DATA LISTING>
=== Section Start ===
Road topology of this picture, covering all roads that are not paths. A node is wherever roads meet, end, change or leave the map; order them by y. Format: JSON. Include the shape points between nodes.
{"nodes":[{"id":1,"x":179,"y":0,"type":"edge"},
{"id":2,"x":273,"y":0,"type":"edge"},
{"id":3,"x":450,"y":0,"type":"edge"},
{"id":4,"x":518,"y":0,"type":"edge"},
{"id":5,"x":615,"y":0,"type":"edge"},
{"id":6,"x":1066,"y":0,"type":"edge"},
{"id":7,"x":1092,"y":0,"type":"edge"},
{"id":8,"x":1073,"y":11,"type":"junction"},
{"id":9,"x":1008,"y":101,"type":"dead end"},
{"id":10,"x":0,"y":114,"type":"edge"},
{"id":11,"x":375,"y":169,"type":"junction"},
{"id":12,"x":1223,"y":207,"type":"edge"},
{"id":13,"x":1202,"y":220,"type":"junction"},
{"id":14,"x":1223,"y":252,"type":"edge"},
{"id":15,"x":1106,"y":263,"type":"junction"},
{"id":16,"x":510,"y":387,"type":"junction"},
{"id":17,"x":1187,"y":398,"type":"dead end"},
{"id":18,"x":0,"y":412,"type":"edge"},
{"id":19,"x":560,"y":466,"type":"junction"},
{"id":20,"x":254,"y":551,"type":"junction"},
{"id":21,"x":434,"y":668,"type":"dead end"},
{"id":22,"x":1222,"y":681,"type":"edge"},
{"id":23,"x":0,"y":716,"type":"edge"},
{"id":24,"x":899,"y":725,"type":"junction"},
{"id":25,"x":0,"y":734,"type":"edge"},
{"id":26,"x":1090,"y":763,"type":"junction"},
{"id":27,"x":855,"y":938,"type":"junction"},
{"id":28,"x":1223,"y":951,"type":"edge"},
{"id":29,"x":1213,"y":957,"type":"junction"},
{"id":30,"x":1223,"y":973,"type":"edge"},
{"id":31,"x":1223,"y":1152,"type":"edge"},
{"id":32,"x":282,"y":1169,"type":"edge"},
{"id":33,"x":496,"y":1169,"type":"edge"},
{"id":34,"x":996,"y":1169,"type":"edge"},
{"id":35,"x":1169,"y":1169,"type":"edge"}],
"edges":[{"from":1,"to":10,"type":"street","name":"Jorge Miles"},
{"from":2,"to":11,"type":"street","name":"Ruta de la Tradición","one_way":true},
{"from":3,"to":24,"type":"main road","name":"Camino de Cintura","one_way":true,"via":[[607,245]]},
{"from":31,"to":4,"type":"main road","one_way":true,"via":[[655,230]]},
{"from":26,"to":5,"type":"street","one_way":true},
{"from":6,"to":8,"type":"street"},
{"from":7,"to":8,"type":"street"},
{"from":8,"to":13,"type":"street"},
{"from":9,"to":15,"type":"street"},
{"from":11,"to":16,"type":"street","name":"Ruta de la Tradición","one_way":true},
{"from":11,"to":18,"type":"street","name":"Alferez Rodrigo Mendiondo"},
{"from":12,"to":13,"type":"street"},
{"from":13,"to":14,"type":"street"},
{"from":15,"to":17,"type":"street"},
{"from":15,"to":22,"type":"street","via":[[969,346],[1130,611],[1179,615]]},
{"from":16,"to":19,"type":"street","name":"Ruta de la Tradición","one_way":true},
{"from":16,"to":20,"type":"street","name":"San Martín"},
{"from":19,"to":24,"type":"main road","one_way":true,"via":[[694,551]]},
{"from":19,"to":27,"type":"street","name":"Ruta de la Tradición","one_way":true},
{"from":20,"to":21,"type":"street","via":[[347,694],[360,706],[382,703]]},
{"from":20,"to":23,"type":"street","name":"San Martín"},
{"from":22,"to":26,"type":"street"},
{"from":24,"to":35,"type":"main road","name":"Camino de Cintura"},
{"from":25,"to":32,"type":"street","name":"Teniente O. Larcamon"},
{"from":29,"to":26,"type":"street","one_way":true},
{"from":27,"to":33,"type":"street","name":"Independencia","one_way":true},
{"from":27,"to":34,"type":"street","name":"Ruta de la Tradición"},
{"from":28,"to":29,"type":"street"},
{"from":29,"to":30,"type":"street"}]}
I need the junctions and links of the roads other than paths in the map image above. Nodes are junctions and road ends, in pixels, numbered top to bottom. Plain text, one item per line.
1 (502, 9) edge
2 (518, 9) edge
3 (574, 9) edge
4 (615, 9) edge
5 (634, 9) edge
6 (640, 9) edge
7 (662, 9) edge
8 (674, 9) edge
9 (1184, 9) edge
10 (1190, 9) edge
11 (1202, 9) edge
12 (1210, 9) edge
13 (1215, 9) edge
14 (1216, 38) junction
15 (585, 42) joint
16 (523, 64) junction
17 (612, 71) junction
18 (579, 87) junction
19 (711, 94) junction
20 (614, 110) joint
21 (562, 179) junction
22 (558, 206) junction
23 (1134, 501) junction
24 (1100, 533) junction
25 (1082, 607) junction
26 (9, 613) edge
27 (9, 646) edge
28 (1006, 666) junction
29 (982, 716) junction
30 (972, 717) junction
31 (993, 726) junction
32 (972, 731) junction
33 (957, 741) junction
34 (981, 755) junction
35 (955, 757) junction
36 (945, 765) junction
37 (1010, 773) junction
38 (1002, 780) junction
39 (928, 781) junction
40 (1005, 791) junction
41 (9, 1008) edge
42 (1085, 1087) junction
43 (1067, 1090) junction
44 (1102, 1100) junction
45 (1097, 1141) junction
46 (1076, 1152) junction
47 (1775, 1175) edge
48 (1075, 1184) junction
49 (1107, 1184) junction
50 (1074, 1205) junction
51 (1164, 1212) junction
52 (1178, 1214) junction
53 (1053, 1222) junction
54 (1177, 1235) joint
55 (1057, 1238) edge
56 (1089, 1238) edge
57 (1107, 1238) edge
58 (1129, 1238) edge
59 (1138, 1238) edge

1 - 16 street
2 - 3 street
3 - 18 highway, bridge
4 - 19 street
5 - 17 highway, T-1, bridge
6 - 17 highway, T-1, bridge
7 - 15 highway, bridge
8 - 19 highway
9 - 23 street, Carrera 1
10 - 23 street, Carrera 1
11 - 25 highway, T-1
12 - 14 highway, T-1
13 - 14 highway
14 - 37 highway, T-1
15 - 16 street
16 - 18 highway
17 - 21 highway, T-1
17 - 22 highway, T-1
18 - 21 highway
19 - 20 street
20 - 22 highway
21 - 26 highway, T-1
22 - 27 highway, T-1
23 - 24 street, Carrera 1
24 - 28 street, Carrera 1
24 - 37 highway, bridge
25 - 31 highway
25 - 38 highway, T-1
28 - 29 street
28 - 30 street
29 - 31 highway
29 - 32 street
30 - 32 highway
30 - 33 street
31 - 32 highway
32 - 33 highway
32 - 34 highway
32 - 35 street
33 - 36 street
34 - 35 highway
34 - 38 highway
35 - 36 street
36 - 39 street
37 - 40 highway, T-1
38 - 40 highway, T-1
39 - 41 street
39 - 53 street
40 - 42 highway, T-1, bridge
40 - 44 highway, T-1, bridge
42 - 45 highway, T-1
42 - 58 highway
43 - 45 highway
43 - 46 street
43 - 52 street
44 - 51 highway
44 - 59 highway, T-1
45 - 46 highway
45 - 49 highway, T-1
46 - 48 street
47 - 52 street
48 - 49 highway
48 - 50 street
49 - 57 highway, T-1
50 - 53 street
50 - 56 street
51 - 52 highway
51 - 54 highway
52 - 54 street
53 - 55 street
=== Section End ===
INSTRUCTIONS FOR THE TASK> Retype the records that precede this task, keeping them exactly the same.

ANSWER SPACE>
Road topology of this picture, covering all roads that are not paths. A node is wherever roads meet, end, change or leave the map; order them by y. Format: JSON. Include the shape points between nodes.
{"nodes":[{"id":1,"x":179,"y":0,"type":"edge"},
{"id":2,"x":273,"y":0,"type":"edge"},
{"id":3,"x":450,"y":0,"type":"edge"},
{"id":4,"x":518,"y":0,"type":"edge"},
{"id":5,"x":615,"y":0,"type":"edge"},
{"id":6,"x":1066,"y":0,"type":"edge"},
{"id":7,"x":1092,"y":0,"type":"edge"},
{"id":8,"x":1073,"y":11,"type":"junction"},
{"id":9,"x":1008,"y":101,"type":"dead end"},
{"id":10,"x":0,"y":114,"type":"edge"},
{"id":11,"x":375,"y":169,"type":"junction"},
{"id":12,"x":1223,"y":207,"type":"edge"},
{"id":13,"x":1202,"y":220,"type":"junction"},
{"id":14,"x":1223,"y":252,"type":"edge"},
{"id":15,"x":1106,"y":263,"type":"junction"},
{"id":16,"x":510,"y":387,"type":"junction"},
{"id":17,"x":1187,"y":398,"type":"dead end"},
{"id":18,"x":0,"y":412,"type":"edge"},
{"id":19,"x":560,"y":466,"type":"junction"},
{"id":20,"x":254,"y":551,"type":"junction"},
{"id":21,"x":434,"y":668,"type":"dead end"},
{"id":22,"x":1222,"y":681,"type":"edge"},
{"id":23,"x":0,"y":716,"type":"edge"},
{"id":24,"x":899,"y":725,"type":"junction"},
{"id":25,"x":0,"y":734,"type":"edge"},
{"id":26,"x":1090,"y":763,"type":"junction"},
{"id":27,"x":855,"y":938,"type":"junction"},
{"id":28,"x":1223,"y":951,"type":"edge"},
{"id":29,"x":1213,"y":957,"type":"junction"},
{"id":30,"x":1223,"y":973,"type":"edge"},
{"id":31,"x":1223,"y":1152,"type":"edge"},
{"id":32,"x":282,"y":1169,"type":"edge"},
{"id":33,"x":496,"y":1169,"type":"edge"},
{"id":34,"x":996,"y":1169,"type":"edge"},
{"id":35,"x":1169,"y":1169,"type":"edge"}],
"edges":[{"from":1,"to":10,"type":"street","name":"Jorge Miles"},
{"from":2,"to":11,"type":"street","name":"Ruta de la Tradición","one_way":true},
{"from":3,"to":24,"type":"main road","name":"Camino de Cintura","one_way":true,"via":[[607,245]]},
{"from":31,"to":4,"type":"main road","one_way":true,"via":[[655,230]]},
{"from":26,"to":5,"type":"street","one_way":true},
{"from":6,"to":8,"type":"street"},
{"from":7,"to":8,"type":"street"},
{"from":8,"to":13,"type":"street"},
{"from":9,"to":15,"type":"street"},
{"from":11,"to":16,"type":"street","name":"Ruta de la Tradición","one_way":true},
{"from":11,"to":18,"type":"street","name":"Alferez Rodrigo Mendiondo"},
{"from":12,"to":13,"type":"street"},
{"from":13,"to":14,"type":"street"},
{"from":15,"to":17,"type":"street"},
{"from":15,"to":22,"type":"street","via":[[969,346],[1130,611],[1179,615]]},
{"from":16,"to":19,"type":"street","name":"Ruta de la Tradición","one_way":true},
{"from":16,"to":20,"type":"street","name":"San Martín"},
{"from":19,"to":24,"type":"main road","one_way":true,"via":[[694,551]]},
{"from":19,"to":27,"type":"street","name":"Ruta de la Tradición","one_way":true},
{"from":20,"to":21,"type":"street","via":[[347,694],[360,706],[382,703]]},
{"from":20,"to":23,"type":"street","name":"San Martín"},
{"from":22,"to":26,"type":"street"},
{"from":24,"to":35,"type":"main road","name":"Camino de Cintura"},
{"from":25,"to":32,"type":"street","name":"Teniente O. Larcamon"},
{"from":29,"to":26,"type":"street","one_way":true},
{"from":27,"to":33,"type":"street","name":"Independencia","one_way":true},
{"from":27,"to":34,"type":"street","name":"Ruta de la Tradición"},
{"from":28,"to":29,"type":"street"},
{"from":29,"to":30,"type":"street"}]}
I need the junctions and links of the roads other than paths in the map image above. Nodes are junctions and road ends, in pixels, numbered top to bottom. Plain text, one item per line.
1 (502, 9) edge
2 (518, 9) edge
3 (574, 9) edge
4 (615, 9) edge
5 (634, 9) edge
6 (640, 9) edge
7 (662, 9) edge
8 (674, 9) edge
9 (1184, 9) edge
10 (1190, 9) edge
11 (1202, 9) edge
12 (1210, 9) edge
13 (1215, 9) edge
14 (1216, 38) junction
15 (585, 42) joint
16 (523, 64) junction
17 (612, 71) junction
18 (579, 87) junction
19 (711, 94) junction
20 (614, 110) joint
21 (562, 179) junction
22 (558, 206) junction
23 (1134, 501) junction
24 (1100, 533) junction
25 (1082, 607) junction
26 (9, 613) edge
27 (9, 646) edge
28 (1006, 666) junction
29 (982, 716) junction
30 (972, 717) junction
31 (993, 726) junction
32 (972, 731) junction
33 (957, 741) junction
34 (981, 755) junction
35 (955, 757) junction
36 (945, 765) junction
37 (1010, 773) junction
38 (1002, 780) junction
39 (928, 781) junction
40 (1005, 791) junction
41 (9, 1008) edge
42 (1085, 1087) junction
43 (1067, 1090) junction
44 (1102, 1100) junction
45 (1097, 1141) junction
46 (1076, 1152) junction
47 (1775, 1175) edge
48 (1075, 1184) junction
49 (1107, 1184) junction
50 (1074, 1205) junction
51 (1164, 1212) junction
52 (1178, 1214) junction
53 (1053, 1222) junction
54 (1177, 1235) joint
55 (1057, 1238) edge
56 (1089, 1238) edge
57 (1107, 1238) edge
58 (1129, 1238) edge
59 (1138, 1238) edge

1 - 16 street
2 - 3 street
3 - 18 highway, bridge
4 - 19 street
5 - 17 highway, T-1, bridge
6 - 17 highway, T-1, bridge
7 - 15 highway, bridge
8 - 19 highway
9 - 23 street, Carrera 1
10 - 23 street, Carrera 1
11 - 25 highway, T-1
12 - 14 highway, T-1
13 - 14 highway
14 - 37 highway, T-1
15 - 16 street
16 - 18 highway
17 - 21 highway, T-1
17 - 22 highway, T-1
18 - 21 highway
19 - 20 street
20 - 22 highway
21 - 26 highway, T-1
22 - 27 highway, T-1
23 - 24 street, Carrera 1
24 - 28 street, Carrera 1
24 - 37 highway, bridge
25 - 31 highway
25 - 38 highway, T-1
28 - 29 street
28 - 30 street
29 - 31 highway
29 - 32 street
30 - 32 highway
30 - 33 street
31 - 32 highway
32 - 33 highway
32 - 34 highway
32 - 35 street
33 - 36 street
34 - 35 highway
34 - 38 highway
35 - 36 street
36 - 39 street
37 - 40 highway, T-1
38 - 40 highway, T-1
39 - 41 street
39 - 53 street
40 - 42 highway, T-1, bridge
40 - 44 highway, T-1, bridge
42 - 45 highway, T-1
42 - 58 highway
43 - 45 highway
43 - 46 street
43 - 52 street
44 - 51 highway
44 - 59 highway, T-1
45 - 46 highway
45 - 49 highway, T-1
46 - 48 street
47 - 52 street
48 - 49 highway
48 - 50 street
49 - 57 highway, T-1
50 - 53 street
50 - 56 street
51 - 52 highway
51 - 54 highway
52 - 54 street
53 - 55 street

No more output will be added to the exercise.